╭─ Dataset excerpts

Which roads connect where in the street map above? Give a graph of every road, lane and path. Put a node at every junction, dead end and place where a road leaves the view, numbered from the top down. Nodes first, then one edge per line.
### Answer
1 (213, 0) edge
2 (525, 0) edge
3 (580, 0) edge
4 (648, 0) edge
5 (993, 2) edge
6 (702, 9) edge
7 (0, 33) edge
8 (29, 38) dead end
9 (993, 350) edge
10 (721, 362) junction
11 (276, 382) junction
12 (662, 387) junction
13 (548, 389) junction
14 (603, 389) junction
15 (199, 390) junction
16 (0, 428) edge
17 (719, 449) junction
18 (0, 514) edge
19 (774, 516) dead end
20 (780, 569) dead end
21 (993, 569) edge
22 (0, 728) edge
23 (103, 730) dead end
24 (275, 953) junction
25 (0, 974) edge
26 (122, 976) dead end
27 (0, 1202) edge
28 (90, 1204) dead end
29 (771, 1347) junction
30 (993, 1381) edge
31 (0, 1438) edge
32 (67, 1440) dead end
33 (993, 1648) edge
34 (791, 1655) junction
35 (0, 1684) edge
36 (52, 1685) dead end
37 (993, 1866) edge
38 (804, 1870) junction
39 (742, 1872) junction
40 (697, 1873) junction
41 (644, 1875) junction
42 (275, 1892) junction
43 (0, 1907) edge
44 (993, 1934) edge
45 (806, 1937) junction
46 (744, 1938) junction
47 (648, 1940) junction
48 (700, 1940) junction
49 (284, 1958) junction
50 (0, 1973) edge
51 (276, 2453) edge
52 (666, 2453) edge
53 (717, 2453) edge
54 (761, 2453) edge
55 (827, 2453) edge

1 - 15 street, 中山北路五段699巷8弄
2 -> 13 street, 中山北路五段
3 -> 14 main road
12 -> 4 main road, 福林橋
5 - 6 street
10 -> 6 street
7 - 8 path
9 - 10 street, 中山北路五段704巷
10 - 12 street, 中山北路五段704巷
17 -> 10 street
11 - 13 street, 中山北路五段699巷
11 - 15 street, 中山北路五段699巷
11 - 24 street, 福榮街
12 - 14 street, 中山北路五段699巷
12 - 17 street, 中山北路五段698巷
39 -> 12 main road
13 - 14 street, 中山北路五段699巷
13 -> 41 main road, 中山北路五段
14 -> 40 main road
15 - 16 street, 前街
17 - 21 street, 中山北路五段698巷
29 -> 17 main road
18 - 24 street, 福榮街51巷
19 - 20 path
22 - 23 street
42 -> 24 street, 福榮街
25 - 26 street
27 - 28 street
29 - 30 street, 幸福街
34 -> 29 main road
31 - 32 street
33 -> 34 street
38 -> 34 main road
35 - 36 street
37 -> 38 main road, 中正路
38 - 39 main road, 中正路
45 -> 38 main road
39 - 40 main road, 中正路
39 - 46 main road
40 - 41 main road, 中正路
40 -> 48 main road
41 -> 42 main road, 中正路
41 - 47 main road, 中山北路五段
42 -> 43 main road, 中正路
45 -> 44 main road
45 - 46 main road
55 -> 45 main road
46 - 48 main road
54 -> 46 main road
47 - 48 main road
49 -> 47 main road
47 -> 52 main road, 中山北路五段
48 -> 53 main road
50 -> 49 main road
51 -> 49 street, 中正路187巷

╰─

Write every entry out again. Leave each one exactly as it is.

▶ _Response_:
Which roads connect where in the street map above? Give a graph of every road, lane and path. Put a node at every junction, dead end and place where a road leaves the view, numbered from the top down. Nodes first, then one edge per line.
### Answer
1 (213, 0) edge
2 (525, 0) edge
3 (580, 0) edge
4 (648, 0) edge
5 (993, 2) edge
6 (702, 9) edge
7 (0, 33) edge
8 (29, 38) dead end
9 (993, 350) edge
10 (721, 362) junction
11 (276, 382) junction
12 (662, 387) junction
13 (548, 389) junction
14 (603, 389) junction
15 (199, 390) junction
16 (0, 428) edge
17 (719, 449) junction
18 (0, 514) edge
19 (774, 516) dead end
20 (780, 569) dead end
21 (993, 569) edge
22 (0, 728) edge
23 (103, 730) dead end
24 (275, 953) junction
25 (0, 974) edge
26 (122, 976) dead end
27 (0, 1202) edge
28 (90, 1204) dead end
29 (771, 1347) junction
30 (993, 1381) edge
31 (0, 1438) edge
32 (67, 1440) dead end
33 (993, 1648) edge
34 (791, 1655) junction
35 (0, 1684) edge
36 (52, 1685) dead end
37 (993, 1866) edge
38 (804, 1870) junction
39 (742, 1872) junction
40 (697, 1873) junction
41 (644, 1875) junction
42 (275, 1892) junction
43 (0, 1907) edge
44 (993, 1934) edge
45 (806, 1937) junction
46 (744, 1938) junction
47 (648, 1940) junction
48 (700, 1940) junction
49 (284, 1958) junction
50 (0, 1973) edge
51 (276, 2453) edge
52 (666, 2453) edge
53 (717, 2453) edge
54 (761, 2453) edge
55 (827, 2453) edge

1 - 15 street, 中山北路五段699巷8弄
2 -> 13 street, 中山北路五段
3 -> 14 main road
12 -> 4 main road, 福林橋
5 - 6 street
10 -> 6 street
7 - 8 path
9 - 10 street, 中山北路五段704巷
10 - 12 street, 中山北路五段704巷
17 -> 10 street
11 - 13 street, 中山北路五段699巷
11 - 15 street, 中山北路五段699巷
11 - 24 street, 福榮街
12 - 14 street, 中山北路五段699巷
12 - 17 street, 中山北路五段698巷
39 -> 12 main road
13 - 14 street, 中山北路五段699巷
13 -> 41 main road, 中山北路五段
14 -> 40 main road
15 - 16 street, 前街
17 - 21 street, 中山北路五段698巷
29 -> 17 main road
18 - 24 street, 福榮街51巷
19 - 20 path
22 - 23 street
42 -> 24 street, 福榮街
25 - 26 street
27 - 28 street
29 - 30 street, 幸福街
34 -> 29 main road
31 - 32 street
33 -> 34 street
38 -> 34 main road
35 - 36 street
37 -> 38 main road, 中正路
38 - 39 main road, 中正路
45 -> 38 main road
39 - 40 main road, 中正路
39 - 46 main road
40 - 41 main road, 中正路
40 -> 48 main road
41 -> 42 main road, 中正路
41 - 47 main road, 中山北路五段
42 -> 43 main road, 中正路
45 -> 44 main road
45 - 46 main road
55 -> 45 main road
46 - 48 main road
54 -> 46 main road
47 - 48 main road
49 -> 47 main road
47 -> 52 main road, 中山北路五段
48 -> 53 main road
50 -> 49 main road
51 -> 49 street, 中正路187巷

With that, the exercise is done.